When your dad was a kid the Soviets were still offering free delivery of their fusion devices to US cities. Nowadays fusion isn't as big a deal at the DoD, which means fewer resources and slipping goals.
Because there's no theoretical reason it can't work, and whoever doesn't need oil first wins?
Send lawyers, guns, and money!
No. The produced Helium in the Tritium-Deuterium reaction slows it down until it stops. In fact one of the problems of fusion with a tokamak is to get the helium-ash out of the plasma.
Since, with clean power, we wouldn't need oil from the Middle East, we could get out of there and terrorists would lose interest in the US.
the wonders of chinese slave labor. I guess you can do that when you have a billion people and a ton of them in jail/reeducation camps.
There seems to be a degree of confusion here. Building a fusion reactor is not like making trainers in a sweatshop. A huge proportion of the work done will simply be in the design. That requires engineers and mathematicians and believe me, engineers and mathmos of this level who aren't getting an acceptable wage in China can find a job damn easily in England.
Break even will never occur with a Tokamak.

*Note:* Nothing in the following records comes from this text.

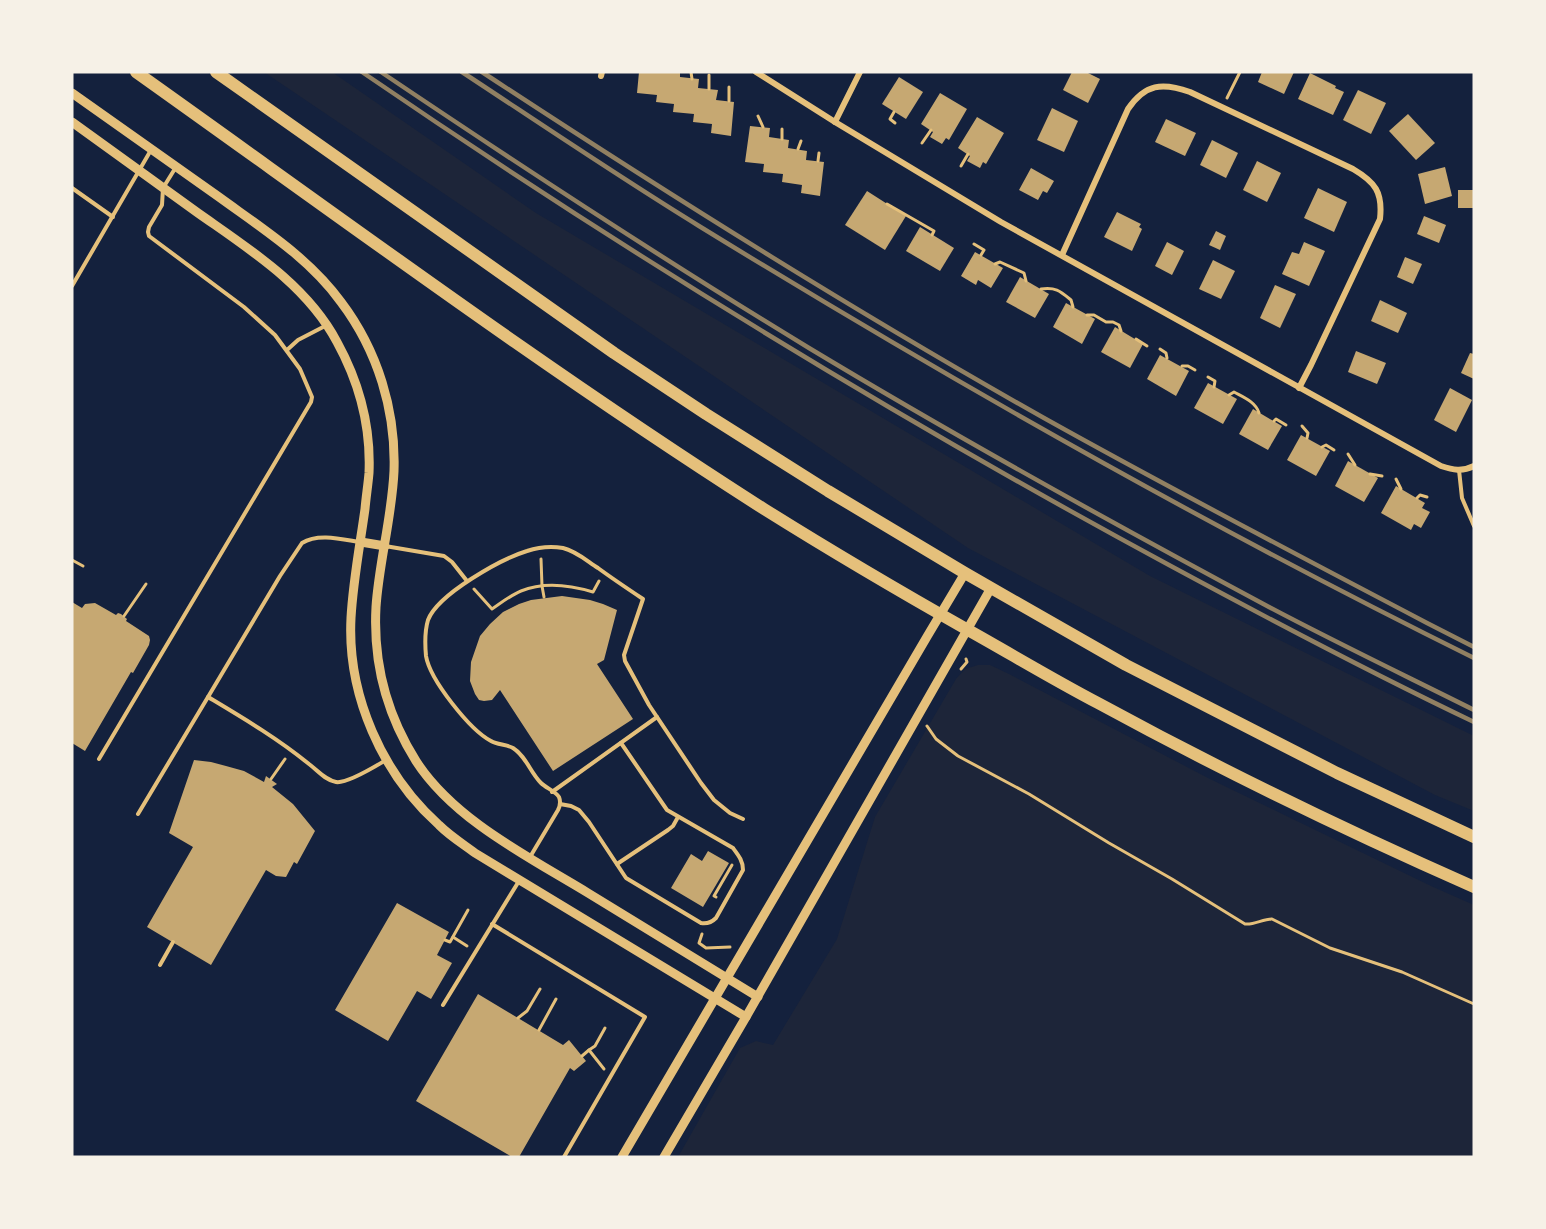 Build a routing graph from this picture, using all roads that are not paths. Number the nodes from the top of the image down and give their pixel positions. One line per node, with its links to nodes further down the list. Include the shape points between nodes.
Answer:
1 (136, 72): 27 (highway, via 632,422 765,510)
2 (216, 72): 24 (highway, via 668,389)
3 (756, 72): 6 (street)
4 (860, 72): 6 (street)
5 (72, 93): 8 (street)
6 (835, 122): 14 (street)
7 (72, 123): 10 (street)
8 (151, 149): 9 (street); 10 (lane)
9 (176, 167): 12 (lane); 23 (street, via 293,252 327,284 355,321 376,363 392,424 394,470)
10 (139, 170): 12 (street); 13 (lane)
11 (72, 188): 13 (lane)
12 (163, 188): 16 (street, via 279,273); 17 (lane, via 162,204 149,227 149,236 244,307)
13 (113, 217): 15 (lane)
14 (1062, 255): 18 (street); 18 (street, via 1128,109 1134,99 1153,87 1175,87 1353,169 1373,184 1380,196 1380,219)
15 (72, 286)
16 (327, 325): 17 (lane); 22 (street, via 356,382 366,425 369,475)
17 (287, 350): 32 (lane, via 300,369 311,402)
18 (1299, 388): 20 (street, via 1441,466)
19 (1474, 466): 20 (street)
20 (1459, 470): 21 (lane, via 1462,498)
21 (1474, 526)
22 (361, 542): 23 (street); 29 (lane, via 318,537 302,543); 33 (street, via 351,618 351,653 361,700)
23 (385, 546): 25 (lane, via 444,556); 40 (street, via 376,606 377,653 386,697 396,722 416,760 446,798)
24 (965, 573): 26 (highway); 27 (street)
25 (467, 581): 30 (lane, via 526,551 554,547 578,554 643,599 624,656); 34 (lane, via 442,599 428,620 426,657 430,669 462,715 489,740 507,745 523,756)
26 (991, 588): 28 (street); 39 (highway, via 1206,707)
27 (940, 615): 28 (highway); 47 (street)
28 (968, 629): 43 (highway, via 1215,764); 48 (street)
29 (208, 697): 33 (lane, via 259,727 335,782); 36 (lane)
30 (657, 717): 31 (lane); 38 (lane, via 714,800)
31 (621, 743): 34 (lane); 37 (lane, via 667,810)
32 (99, 759)
33 (387, 760): 42 (street, via 438,824)
34 (552, 792): 35 (lane)
35 (560, 804): 40 (lane); 41 (lane, via 579,810)
36 (138, 814)
37 (678, 817): 41 (lane, via 668,830); 41 (lane, via 733,848 743,865 720,914 712,922 700,923 626,878)
38 (743, 819)
39 (1474, 837)
40 (530, 858): 47 (street)
41 (617, 864)
42 (519, 881): 44 (lane); 49 (street)
43 (1474, 887)
44 (492, 924): 50 (lane); 52 (lane, via 645,1017)
45 (173, 942): 46 (lane)
46 (159, 965)
47 (727, 978): 48 (street); 49 (street)
48 (758, 996): 51 (street)
49 (715, 999): 51 (street); 53 (street)
50 (443, 1005)
51 (746, 1017): 54 (street)
52 (564, 1157)
53 (622, 1157)
54 (664, 1157)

Need to use pressure,radiation and heat.
A tokamat is essentially a huge torus covered in magnets to squeeze a ring of plasma (read "gas minus the electrons") as close as possible. That is where your pressure and heat comes from. And no, you do not need radiation.
Let's be clear about one thing: we already have a nearly unlimited supply of nearly waste-free nuclear power in the form of breeder reactors: they destroy most of the radioactive waste and are at least an order of magnitude more efficient than current nuclear power plants in using nuclear fuel.
Why aren't they being used? Hard to say. The US claims it's because of nuclear proliferation, but that doesn't seem like a particularly strong argument. In light of the hazards of current fission reactors, and the difficulties of achieving fusion, maybe that's the third option.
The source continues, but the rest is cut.